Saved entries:
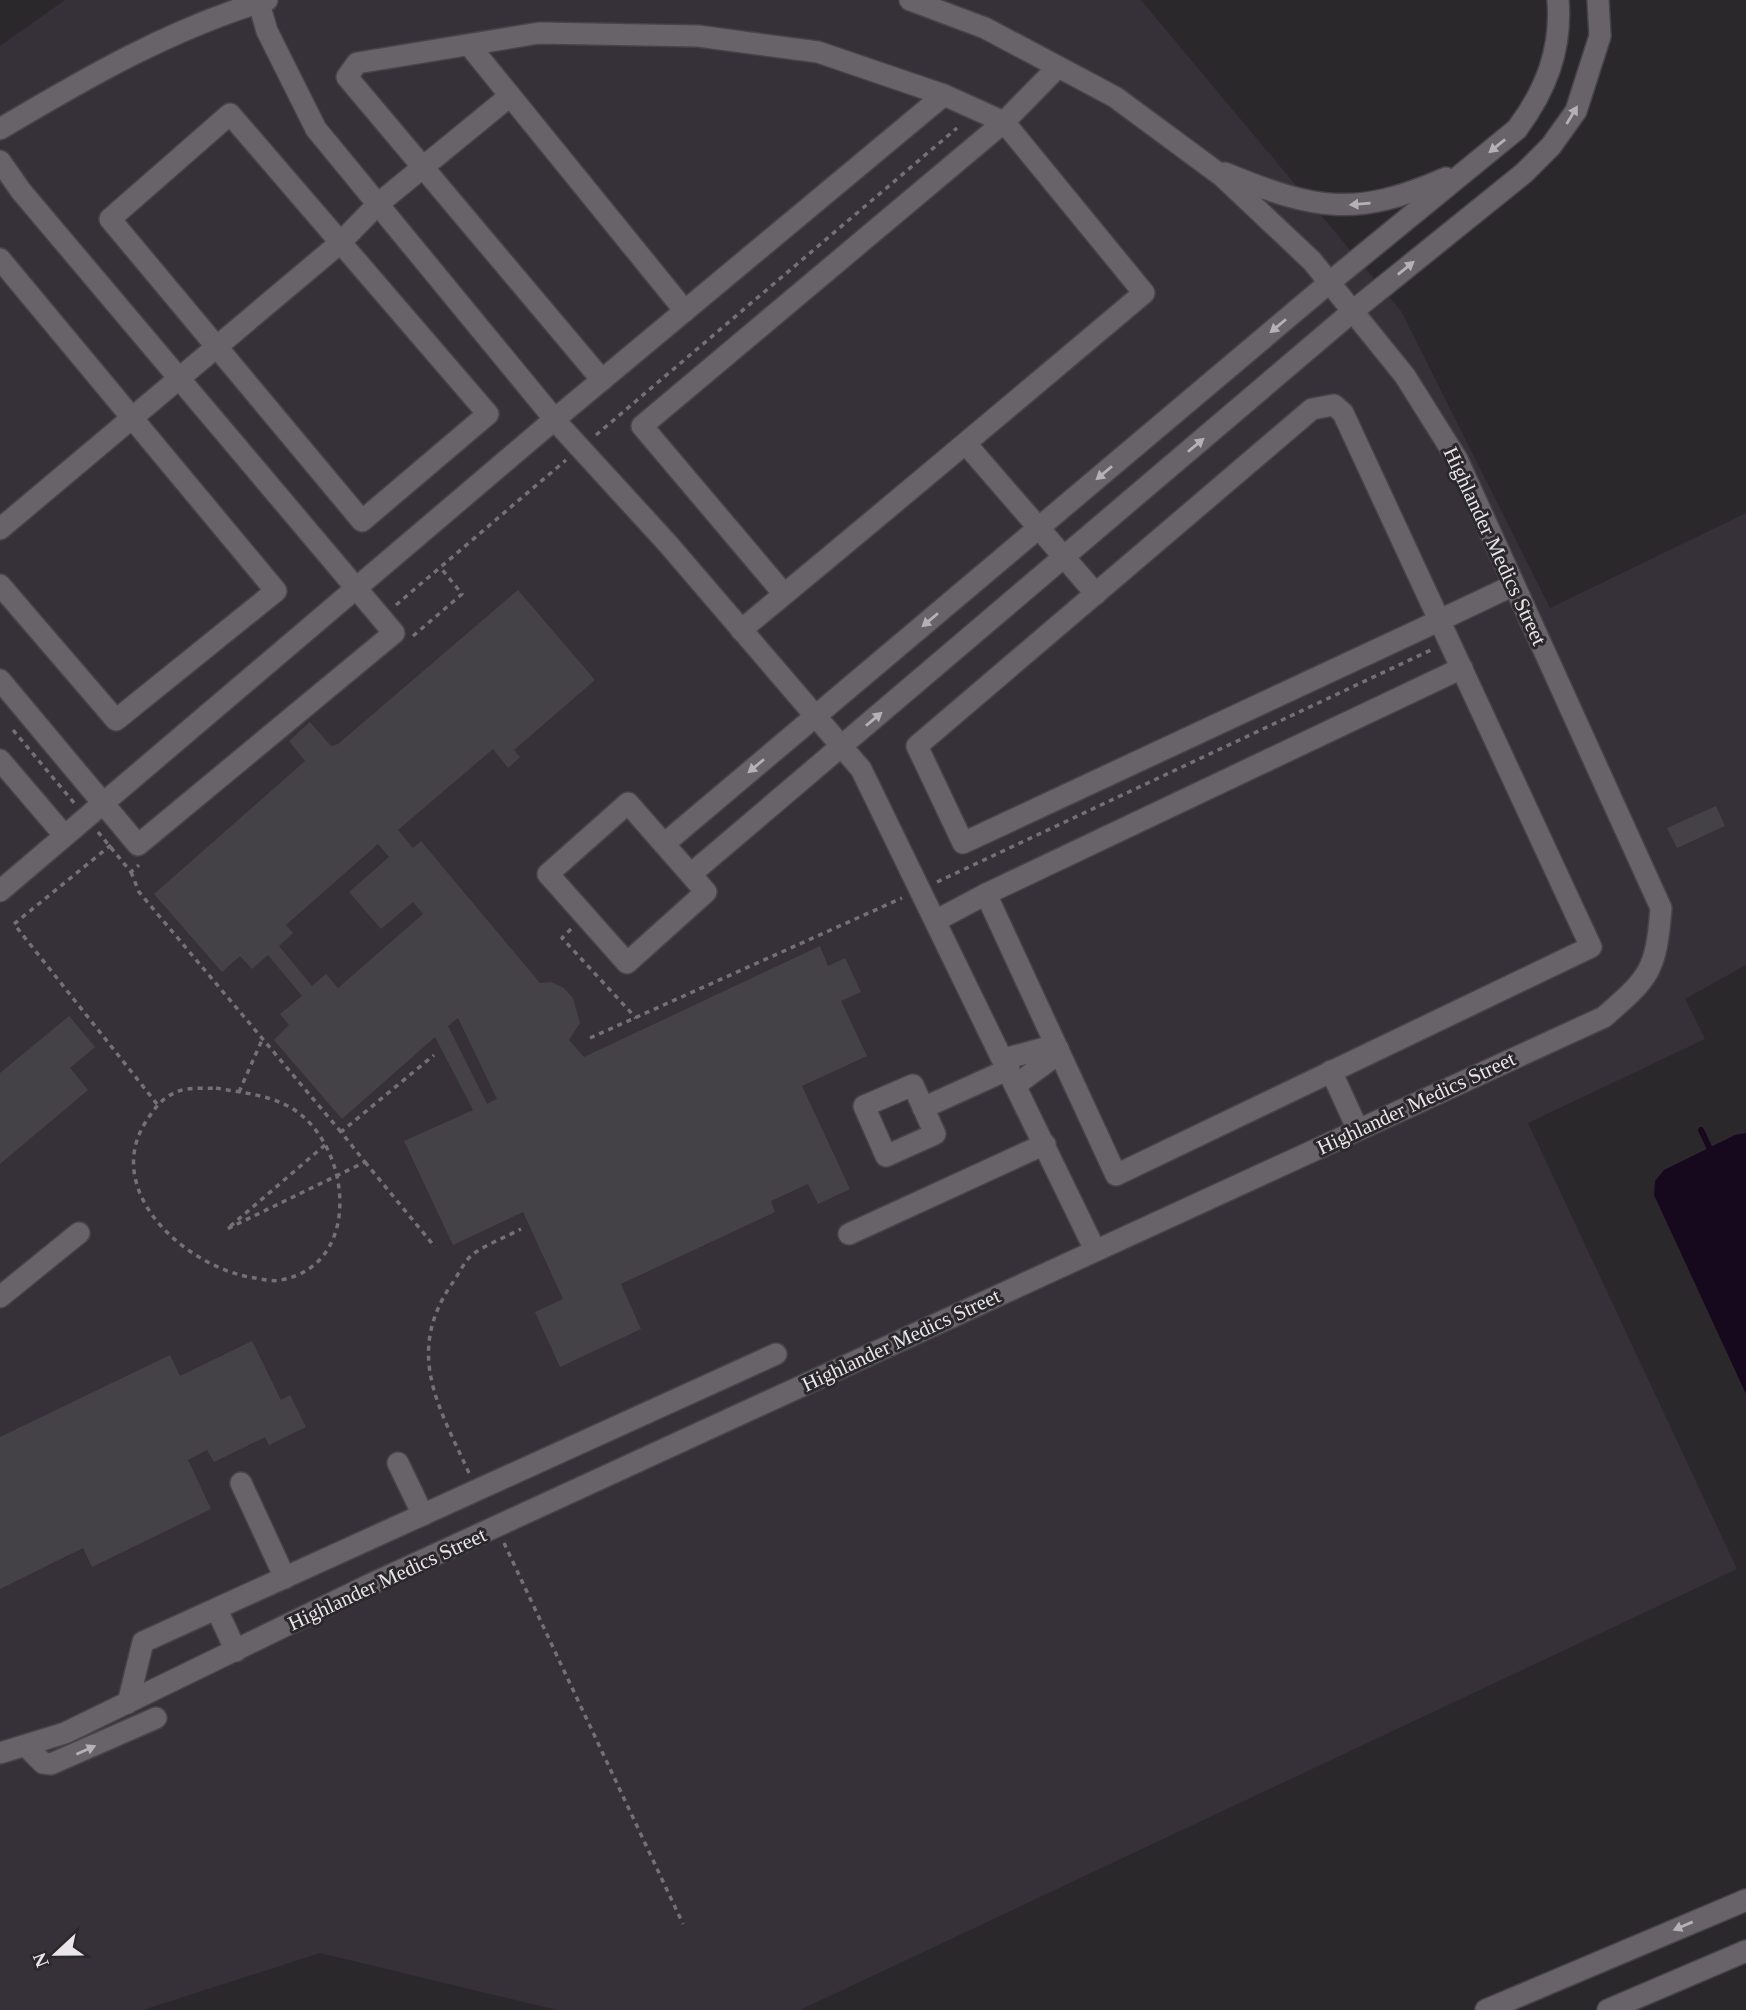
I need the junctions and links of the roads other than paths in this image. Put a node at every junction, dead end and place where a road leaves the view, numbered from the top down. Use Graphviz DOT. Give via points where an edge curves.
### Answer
graph roads {
  1 [pos="910,0"];
  2 [pos="1558,0"];
  3 [pos="1598,0"];
  4 [pos="261,1"];
  5 [pos="469,45"];
  6 [pos="1058,67"];
  7 [pos="944,95"];
  8 [pos="510,96"];
  9 [pos="1004,122"];
  10 [pos="0,129"];
  11 [pos="0,161"];
  12 [pos="424,167"];
  13 [pos="1209,167"];
  14 [pos="1470,167"];
  15 [pos="378,204"];
  16 [pos="340,243"];
  17 [pos="0,259"];
  18 [pos="1330,282"];
  19 [pos="685,311"];
  20 [pos="1353,312"];
  21 [pos="216,346"];
  22 [pos="178,377"];
  23 [pos="603,380"];
  24 [pos="131,418"];
  25 [pos="555,419"];
  26 [pos="965,444"];
  27 [pos="0,529"];
  28 [pos="1038,529"];
  29 [pos="1063,558"];
  30 [pos="0,585"];
  31 [pos="1514,585"];
  32 [pos="356,587"];
  33 [pos="784,594"];
  34 [pos="1096,594"];
  35 [pos="1440,620"];
  36 [pos="741,630"];
  37 [pos="1462,668"];
  38 [pos="0,680"];
  39 [pos="815,716"];
  40 [pos="841,746"];
  41 [pos="0,760"];
  42 [pos="102,802"];
  43 [pos="64,835"];
  44 [pos="664,844"];
  45 [pos="691,874"];
  46 [pos="0,891"];
  47 [pos="986,894"];
  48 [pos="937,920"];
  49 [pos="1055,1051"];
  50 [pos="1010,1071"];
  51 [pos="1331,1071"];
  52 [pos="923,1108"];
  53 [pos="1358,1130"];
  54 [pos="1045,1144"];
  55 [pos="79,1233"];
  56 [pos="849,1234"];
  57 [pos="1095,1250"];
  58 [pos="0,1297"];
  59 [pos="776,1354"];
  60 [pos="398,1463"];
  61 [pos="241,1483"];
  62 [pos="423,1515"];
  63 [pos="285,1578"];
  64 [pos="217,1610"];
  65 [pos="236,1651"];
  66 [pos="128,1703"];
  67 [pos="156,1718"];
  68 [pos="27,1747"];
  69 [pos="0,1753"];
  70 [pos="1746,1900"];
  71 [pos="1746,1951"];
  72 [pos="1486,2010"];
  73 [pos="1608,2010"];
  1 -- 6 [label="street, Highlander Medics Street" via="985,28"];
  2 -- 14 [label="street, one-way" via="1560,28 1553,64 1535,105 1517,130"];
  20 -- 3 [label="street, one-way" via="1551,146 1576,111 1593,65 1600,36"];
  4 -- 10 [label="street" via="190,25"];
  4 -- 15 [label="street" via="267,31 316,129"];
  5 -- 7 [label="street" via="539,33 698,36 818,52"];
  5 -- 8 [label="street"];
  5 -- 12 [label="street" via="357,63 347,77"];
  6 -- 9 [label="street"];
  6 -- 13 [label="street, Highlander Medics Street" via="1115,97"];
  7 -- 9 [label="street"];
  7 -- 19 [label="street"];
  8 -- 12 [label="street"];
  8 -- 19 [label="street"];
  9 -- 26 [label="street" via="1144,293"];
  9 -- 33 [label="street" via="642,426"];
  11 -- 22 [label="street"];
  12 -- 15 [label="street"];
  12 -- 23 [label="street"];
  14 -- 13 [label="street, one-way" via="1378,202 1329,206 1292,198"];
  13 -- 18 [label="street, Highlander Medics Street"];
  14 -- 18 [label="street"];
  15 -- 16 [label="street"];
  15 -- 25 [label="street"];
  16 -- 21 [label="street"];
  16 -- 21 [label="street" via="230,114 110,219"];
  16 -- 21 [label="street" via="488,414 372,512 362,520"];
  17 -- 24 [label="street"];
  18 -- 20 [label="street, Highlander Medics Street"];
  18 -- 28 [label="street, one-way"];
  19 -- 23 [label="street"];
  29 -- 20 [label="street, one-way"];
  20 -- 31 [label="street, Highlander Medics Street" via="1405,376 1457,459"];
  21 -- 22 [label="street"];
  22 -- 24 [label="street"];
  22 -- 32 [label="street"];
  23 -- 25 [label="street"];
  24 -- 27 [label="street"];
  24 -- 30 [label="street" via="276,591 116,720"];
  25 -- 32 [label="street"];
  25 -- 36 [label="street"];
  26 -- 28 [label="street"];
  26 -- 33 [label="street"];
  28 -- 29 [label="street"];
  28 -- 39 [label="street, one-way"];
  29 -- 34 [label="street"];
  40 -- 29 [label="street, one-way"];
  31 -- 35 [label="street"];
  31 -- 53 [label="street, Highlander Medics Street" via="1661,908 1658,950 1643,983 1604,1017"];
  32 -- 42 [label="street"];
  32 -- 42 [label="street" via="394,632 138,845"];
  33 -- 36 [label="street"];
  34 -- 35 [label="street" via="1312,409 1334,405 1343,413"];
  34 -- 35 [label="street" via="917,746 963,842"];
  35 -- 37 [label="street"];
  36 -- 39 [label="street"];
  37 -- 47 [label="street"];
  37 -- 51 [label="street" via="1591,947"];
  38 -- 42 [label="street"];
  39 -- 40 [label="street"];
  39 -- 44 [label="street, one-way"];
  40 -- 45 [label="street"];
  40 -- 48 [label="street" via="861,769"];
  41 -- 43 [label="street"];
  42 -- 43 [label="street"];
  43 -- 46 [label="street"];
  44 -- 45 [label="street"];
  44 -- 45 [label="street" via="628,803 548,874 627,963 706,892"];
  47 -- 48 [label="street"];
  47 -- 49 [label="street"];
  48 -- 50 [label="street"];
  49 -- 50 [label="street" via="1051,1059"];
  49 -- 51 [label="street" via="1116,1175"];
  50 -- 52 [label="street"];
  50 -- 54 [label="street"];
  51 -- 53 [label="street"];
  53 -- 57 [label="street, Highlander Medics Street"];
  54 -- 56 [label="street"];
  54 -- 57 [label="street"];
  55 -- 58 [label="street"];
  57 -- 65 [label="street, Highlander Medics Street"];
  59 -- 62 [label="street"];
  60 -- 62 [label="street"];
  61 -- 63 [label="street"];
  62 -- 63 [label="street"];
  63 -- 64 [label="street"];
  64 -- 65 [label="street"];
  64 -- 66 [label="street" via="143,1642"];
  65 -- 66 [label="street, Highlander Medics Street"];
  66 -- 68 [label="street, Highlander Medics Street"];
  68 -- 67 [label="street, one-way" via="43,1763 51,1764"];
  68 -- 69 [label="street, Highlander Medics Street"];
  70 -- 72 [label="street, one-way"];
  71 -- 73 [label="street"];
}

INSTRUCTIONS TO FOLLOW:
Exclude the images and output the lines above exactly.

SOLUTION TO THE EXERCISE:
I need the junctions and links of the roads other than paths in this image. Put a node at every junction, dead end and place where a road leaves the view, numbered from the top down. Use Graphviz DOT. Give via points where an edge curves.
### Answer
graph roads {
  1 [pos="910,0"];
  2 [pos="1558,0"];
  3 [pos="1598,0"];
  4 [pos="261,1"];
  5 [pos="469,45"];
  6 [pos="1058,67"];
  7 [pos="944,95"];
  8 [pos="510,96"];
  9 [pos="1004,122"];
  10 [pos="0,129"];
  11 [pos="0,161"];
  12 [pos="424,167"];
  13 [pos="1209,167"];
  14 [pos="1470,167"];
  15 [pos="378,204"];
  16 [pos="340,243"];
  17 [pos="0,259"];
  18 [pos="1330,282"];
  19 [pos="685,311"];
  20 [pos="1353,312"];
  21 [pos="216,346"];
  22 [pos="178,377"];
  23 [pos="603,380"];
  24 [pos="131,418"];
  25 [pos="555,419"];
  26 [pos="965,444"];
  27 [pos="0,529"];
  28 [pos="1038,529"];
  29 [pos="1063,558"];
  30 [pos="0,585"];
  31 [pos="1514,585"];
  32 [pos="356,587"];
  33 [pos="784,594"];
  34 [pos="1096,594"];
  35 [pos="1440,620"];
  36 [pos="741,630"];
  37 [pos="1462,668"];
  38 [pos="0,680"];
  39 [pos="815,716"];
  40 [pos="841,746"];
  41 [pos="0,760"];
  42 [pos="102,802"];
  43 [pos="64,835"];
  44 [pos="664,844"];
  45 [pos="691,874"];
  46 [pos="0,891"];
  47 [pos="986,894"];
  48 [pos="937,920"];
  49 [pos="1055,1051"];
  50 [pos="1010,1071"];
  51 [pos="1331,1071"];
  52 [pos="923,1108"];
  53 [pos="1358,1130"];
  54 [pos="1045,1144"];
  55 [pos="79,1233"];
  56 [pos="849,1234"];
  57 [pos="1095,1250"];
  58 [pos="0,1297"];
  59 [pos="776,1354"];
  60 [pos="398,1463"];
  61 [pos="241,1483"];
  62 [pos="423,1515"];
  63 [pos="285,1578"];
  64 [pos="217,1610"];
  65 [pos="236,1651"];
  66 [pos="128,1703"];
  67 [pos="156,1718"];
  68 [pos="27,1747"];
  69 [pos="0,1753"];
  70 [pos="1746,1900"];
  71 [pos="1746,1951"];
  72 [pos="1486,2010"];
  73 [pos="1608,2010"];
  1 -- 6 [label="street, Highlander Medics Street" via="985,28"];
  2 -- 14 [label="street, one-way" via="1560,28 1553,64 1535,105 1517,130"];
  20 -- 3 [label="street, one-way" via="1551,146 1576,111 1593,65 1600,36"];
  4 -- 10 [label="street" via="190,25"];
  4 -- 15 [label="street" via="267,31 316,129"];
  5 -- 7 [label="street" via="539,33 698,36 818,52"];
  5 -- 8 [label="street"];
  5 -- 12 [label="street" via="357,63 347,77"];
  6 -- 9 [label="street"];
  6 -- 13 [label="street, Highlander Medics Street" via="1115,97"];
  7 -- 9 [label="street"];
  7 -- 19 [label="street"];
  8 -- 12 [label="street"];
  8 -- 19 [label="street"];
  9 -- 26 [label="street" via="1144,293"];
  9 -- 33 [label="street" via="642,426"];
  11 -- 22 [label="street"];
  12 -- 15 [label="street"];
  12 -- 23 [label="street"];
  14 -- 13 [label="street, one-way" via="1378,202 1329,206 1292,198"];
  13 -- 18 [label="street, Highlander Medics Street"];
  14 -- 18 [label="street"];
  15 -- 16 [label="street"];
  15 -- 25 [label="street"];
  16 -- 21 [label="street"];
  16 -- 21 [label="street" via="230,114 110,219"];
  16 -- 21 [label="street" via="488,414 372,512 362,520"];
  17 -- 24 [label="street"];
  18 -- 20 [label="street, Highlander Medics Street"];
  18 -- 28 [label="street, one-way"];
  19 -- 23 [label="street"];
  29 -- 20 [label="street, one-way"];
  20 -- 31 [label="street, Highlander Medics Street" via="1405,376 1457,459"];
  21 -- 22 [label="street"];
  22 -- 24 [label="street"];
  22 -- 32 [label="street"];
  23 -- 25 [label="street"];
  24 -- 27 [label="street"];
  24 -- 30 [label="street" via="276,591 116,720"];
  25 -- 32 [label="street"];
  25 -- 36 [label="street"];
  26 -- 28 [label="street"];
  26 -- 33 [label="street"];
  28 -- 29 [label="street"];
  28 -- 39 [label="street, one-way"];
  29 -- 34 [label="street"];
  40 -- 29 [label="street, one-way"];
  31 -- 35 [label="street"];
  31 -- 53 [label="street, Highlander Medics Street" via="1661,908 1658,950 1643,983 1604,1017"];
  32 -- 42 [label="street"];
  32 -- 42 [label="street" via="394,632 138,845"];
  33 -- 36 [label="street"];
  34 -- 35 [label="street" via="1312,409 1334,405 1343,413"];
  34 -- 35 [label="street" via="917,746 963,842"];
  35 -- 37 [label="street"];
  36 -- 39 [label="street"];
  37 -- 47 [label="street"];
  37 -- 51 [label="street" via="1591,947"];
  38 -- 42 [label="street"];
  39 -- 40 [label="street"];
  39 -- 44 [label="street, one-way"];
  40 -- 45 [label="street"];
  40 -- 48 [label="street" via="861,769"];
  41 -- 43 [label="street"];
  42 -- 43 [label="street"];
  43 -- 46 [label="street"];
  44 -- 45 [label="street"];
  44 -- 45 [label="street" via="628,803 548,874 627,963 706,892"];
  47 -- 48 [label="street"];
  47 -- 49 [label="street"];
  48 -- 50 [label="street"];
  49 -- 50 [label="street" via="1051,1059"];
  49 -- 51 [label="street" via="1116,1175"];
  50 -- 52 [label="street"];
  50 -- 54 [label="street"];
  51 -- 53 [label="street"];
  53 -- 57 [label="street, Highlander Medics Street"];
  54 -- 56 [label="street"];
  54 -- 57 [label="street"];
  55 -- 58 [label="street"];
  57 -- 65 [label="street, Highlander Medics Street"];
  59 -- 62 [label="street"];
  60 -- 62 [label="street"];
  61 -- 63 [label="street"];
  62 -- 63 [label="street"];
  63 -- 64 [label="street"];
  64 -- 65 [label="street"];
  64 -- 66 [label="street" via="143,1642"];
  65 -- 66 [label="street, Highlander Medics Street"];
  66 -- 68 [label="street, Highlander Medics Street"];
  68 -- 67 [label="street, one-way" via="43,1763 51,1764"];
  68 -- 69 [label="street, Highlander Medics Street"];
  70 -- 72 [label="street, one-way"];
  71 -- 73 [label="street"];
}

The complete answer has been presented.